# Soap Making Resource Resource Liquidation



## dibbles (May 11, 2017)

Looks like the questions around SMR have been answered, and they are liquidating. I got this email today, and thought I'd pass it along for anyone who is interested.

Sadly we are starting our inventory liquidation sale today.  All products are now 20% off on top of any discounts listed on the website.  Simply use coupon code liquidation2017 at checkout to apply this additional 20% off.  Please keep in mind that this sale may only be running for a few hours depending on how many of you all participate.  We will only be allowing as many orders to come in as we are able to process within a reasonable amount of time. Once the liquidation sale is over, we will disable the shopping cart buttons.

Also, we are only taking sales via PayPal at this time for everyone's convenience and security.  You do not need a PayPal account in order to place an order and you can pay via PayPal's secure servers using any major credit card.  

Click here to shop for your ingredients one last time at soap-making-resource.com.

For your convenience, below is a list of some of the products that we have in stock.  Be sure to browse through the entire website to find some great deals.  As you will notice, we have many products that are currently out of stock, but there is still a lot of inventory available and some great buys!


----------



## soaring1 (May 11, 2017)

I figured something was up.  I had been waiting on the rest of my order from March and couldn't get a hold of anyone.


----------



## Susie (May 12, 2017)

It is horrible that you are still waiting from March!  I clicked like in sympathy.


----------



## bumbleklutz (May 12, 2017)

Sad for them that they're going out of business.  I only ordered a couple of things from them, but I was pleased with what I received from them.  Their shipping and customer service in my case at least, left something to be desired.  When you could get a response from them, they were friendly and helpful.  Hopefully, they go on to bigger and better things.  It's sort of scary that folks are still waiting for orders placed in March though.


----------



## Saranac (May 12, 2017)

I only purchased from them once and the turn-around was horrific.  They did, however, reply to my email in a timely and polite fashion--which these days, is more than I expect from most establishments.  I don't like to see any small business close-up; it leaves me wondering who will be next. . . .


----------



## dixiedragon (May 12, 2017)

It says This Product Isn't Available until May 18 on everything I try to add to my cart.


----------



## dibbles (May 12, 2017)

dixiedragon said:


> It says This Product Isn't Available until May 18 on everything I try to add to my cart.

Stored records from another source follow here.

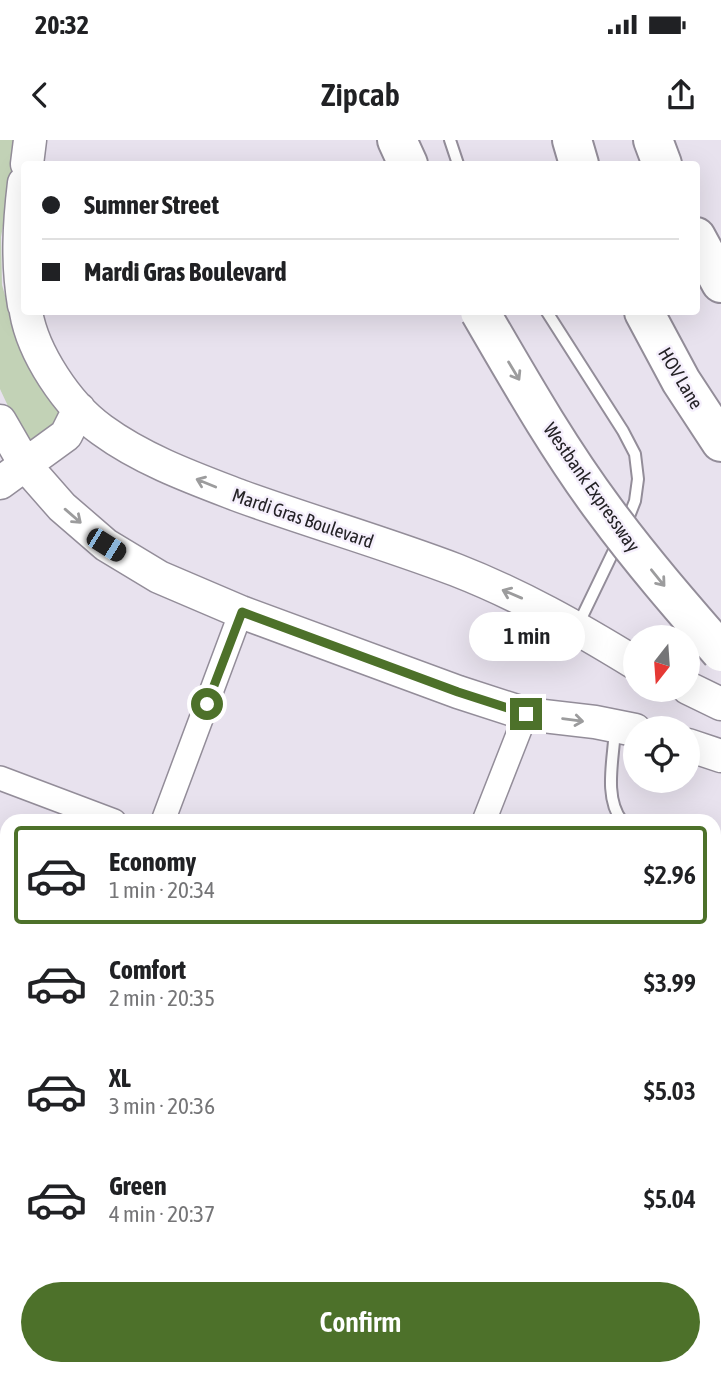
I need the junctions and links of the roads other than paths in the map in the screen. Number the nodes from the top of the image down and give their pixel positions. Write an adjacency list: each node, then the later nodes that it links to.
1 (30, 140): 6 (street)
2 (397, 140): 7 (highway)
3 (450, 140): 8 (lane)
4 (572, 140): 9 (highway)
5 (653, 140): 10 (highway)
6 (27, 161)
7 (407, 161)
8 (457, 161)
9 (578, 161)
10 (661, 161)
11 (21, 208): 14 (street)
12 (700, 244): 13 (highway)
13 (721, 283)
14 (21, 286)
15 (26, 315): 19 (street, Mardi Gras Boulevard)
16 (482, 315): 25 (highway, Westbank Expressway, one-way to 25, bridge)
17 (549, 315): 24 (lane)
18 (646, 315): 21 (highway, HOV Lane)
19 (79, 409): 22 (street); 24 (street, Mardi Gras Boulevard, one-way to 19)
20 (0, 421): 22 (street)
21 (721, 442)
22 (13, 474): 23 (street, one-way to 23)
23 (242, 612): 29 (street); 36 (street)
24 (577, 627): 26 (street, Mardi Gras Boulevard)
25 (721, 652)
26 (623, 656)
27 (700, 694): 28 (street)
28 (721, 704)
29 (526, 714): 30 (street, one-way to 30); 37 (street)
30 (623, 728)
31 (623, 737): 38 (lane)
32 (700, 749): 33 (street)
33 (721, 755)
34 (0, 778): 35 (street)
35 (95, 814)
36 (166, 814)
37 (487, 814)
38 (619, 814)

They did say in the email they would only allow as many orders as they could handle. Maybe between what they already had outstanding and new orders, they've reached their limit. If they still have stock once the orders are processed, then they might start taking new orders again. If it is something you really want, maybe try every few days. May 18 might be when they 'think' they will be able to take orders again. I really don't know.


----------



## littlehands (May 12, 2017)

I'm bummed that they're going under. I love their EOs, and the acrylic mold I have is my very favorite. Nobody else makes it with the same design where you can just push the loaf up from the bottom.


----------



## Seawolfe (May 12, 2017)

Oh that is too bad, they were the first place I ordered from and I love their wooden mold with the slice guides built in. And their EO's and clays...


----------